■ What to do:
In your reply, repeat every entry exactly and skip over each picture.

■ The data:
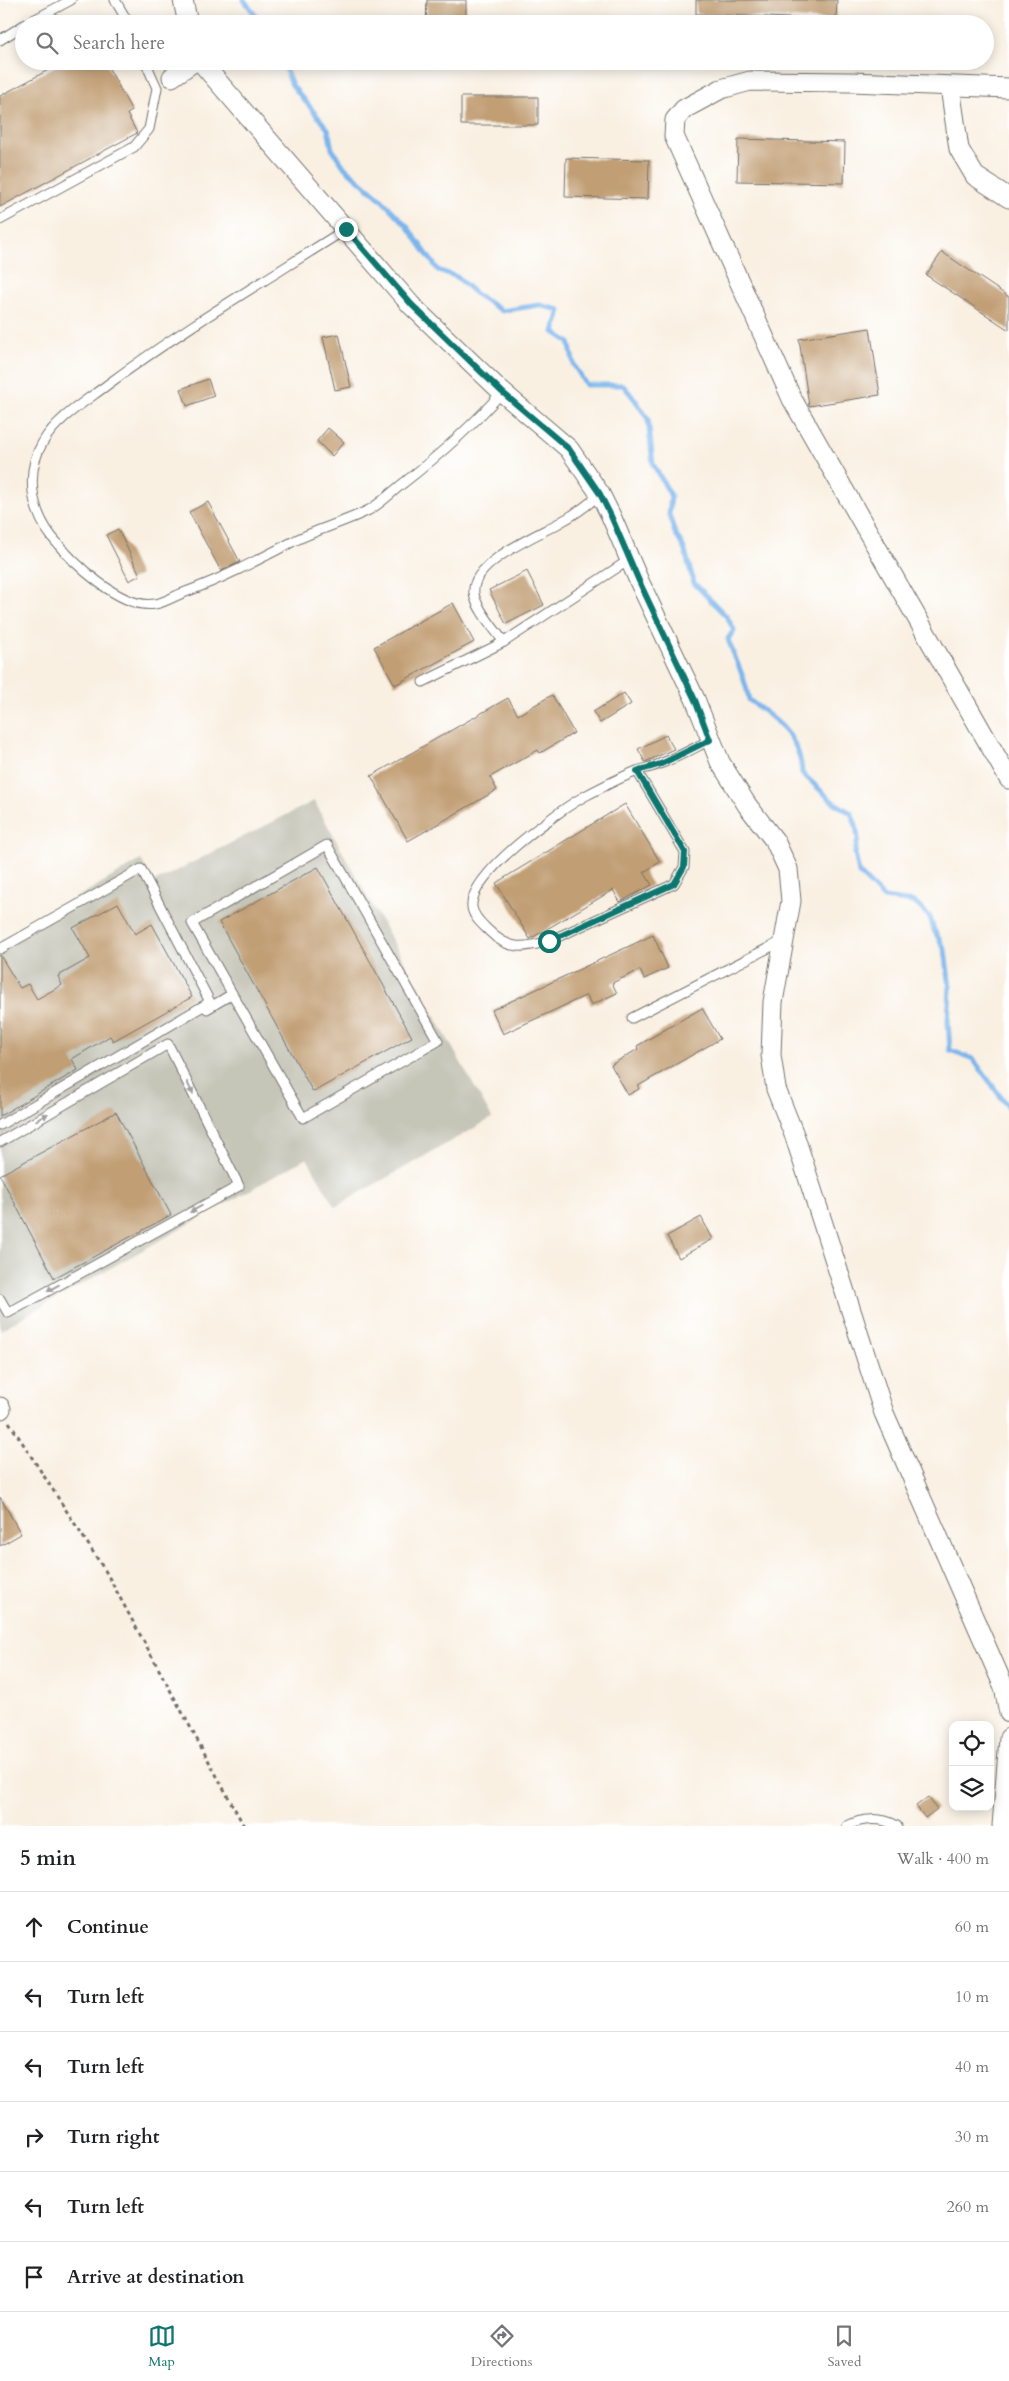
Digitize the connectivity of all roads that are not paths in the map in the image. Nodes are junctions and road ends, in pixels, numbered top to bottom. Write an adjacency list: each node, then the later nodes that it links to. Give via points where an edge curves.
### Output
1 (71, 0): 4 (lane)
2 (115, 0): 5 (lane)
3 (184, 0): 6 (street)
4 (42, 15)
5 (124, 15)
6 (186, 15)
7 (15, 30): 8 (lane)
8 (0, 40)
9 (150, 70): 14 (lane)
10 (181, 70): 12 (street)
11 (208, 70): 18 (street)
12 (172, 76): 14 (lane)
13 (950, 87): 15 (street); 16 (street, via 959,149 975,176); 26 (street, via 750,81 721,89 684,109 675,120 674,136 792,400)
14 (157, 88): 17 (lane, via 150,130 134,147)
15 (1009, 88)
16 (1009, 198)
17 (0, 220)
18 (346, 229): 19 (street, via 412,305); 19 (lane, via 131,368 55,427 44,440 32,465 32,488 37,510 47,531 67,556 100,583 128,600 154,605 215,582 317,530 371,510 479,419)
19 (502, 392): 20 (street, via 569,449)
20 (600, 494): 21 (street); 22 (lane, via 587,506 501,555 473,586 474,596)
21 (629, 560): 22 (lane); 24 (street, via 695,700)
22 (504, 642): 23 (lane)
23 (423, 682)
24 (710, 740): 25 (lane, via 661,764); 27 (street, via 720,762 774,841 788,869 791,900)
25 (637, 771): 25 (lane, via 685,852 684,867 674,884 549,941 511,946 492,934 477,919 472,909 472,896 480,880 496,862 583,797)
26 (1009, 779)
27 (786, 938): 30 (lane); 35 (street, via 773,1002 771,1055 776,1089 795,1137 884,1413 1004,1687)
28 (0, 948): 31 (lane, via 141,869 210,1002)
29 (232, 994): 29 (lane, via 303,1118 438,1041 327,845 192,923); 32 (lane)
30 (632, 1018)
31 (0, 1125)
32 (0, 1130)
33 (0, 1142): 34 (lane, one-way to 34, via 168,1044 238,1186 8,1313)
34 (0, 1299)
35 (1009, 1713)
36 (1009, 1738): 39 (street)
37 (893, 1825): 38 (lane, via 872,1820 856,1821)
38 (847, 1826)
39 (1002, 1826)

■ Answer to this exercise:
Digitize the connectivity of all roads that are not paths in the map in the image. Nodes are junctions and road ends, in pixels, numbered top to bottom. Write an adjacency list: each node, then the later nodes that it links to. Give via points where an edge curves.
### Output
1 (71, 0): 4 (lane)
2 (115, 0): 5 (lane)
3 (184, 0): 6 (street)
4 (42, 15)
5 (124, 15)
6 (186, 15)
7 (15, 30): 8 (lane)
8 (0, 40)
9 (150, 70): 14 (lane)
10 (181, 70): 12 (street)
11 (208, 70): 18 (street)
12 (172, 76): 14 (lane)
13 (950, 87): 15 (street); 16 (street, via 959,149 975,176); 26 (street, via 750,81 721,89 684,109 675,120 674,136 792,400)
14 (157, 88): 17 (lane, via 150,130 134,147)
15 (1009, 88)
16 (1009, 198)
17 (0, 220)
18 (346, 229): 19 (street, via 412,305); 19 (lane, via 131,368 55,427 44,440 32,465 32,488 37,510 47,531 67,556 100,583 128,600 154,605 215,582 317,530 371,510 479,419)
19 (502, 392): 20 (street, via 569,449)
20 (600, 494): 21 (street); 22 (lane, via 587,506 501,555 473,586 474,596)
21 (629, 560): 22 (lane); 24 (street, via 695,700)
22 (504, 642): 23 (lane)
23 (423, 682)
24 (710, 740): 25 (lane, via 661,764); 27 (street, via 720,762 774,841 788,869 791,900)
25 (637, 771): 25 (lane, via 685,852 684,867 674,884 549,941 511,946 492,934 477,919 472,909 472,896 480,880 496,862 583,797)
26 (1009, 779)
27 (786, 938): 30 (lane); 35 (street, via 773,1002 771,1055 776,1089 795,1137 884,1413 1004,1687)
28 (0, 948): 31 (lane, via 141,869 210,1002)
29 (232, 994): 29 (lane, via 303,1118 438,1041 327,845 192,923); 32 (lane)
30 (632, 1018)
31 (0, 1125)
32 (0, 1130)
33 (0, 1142): 34 (lane, one-way to 34, via 168,1044 238,1186 8,1313)
34 (0, 1299)
35 (1009, 1713)
36 (1009, 1738): 39 (street)
37 (893, 1825): 38 (lane, via 872,1820 856,1821)
38 (847, 1826)
39 (1002, 1826)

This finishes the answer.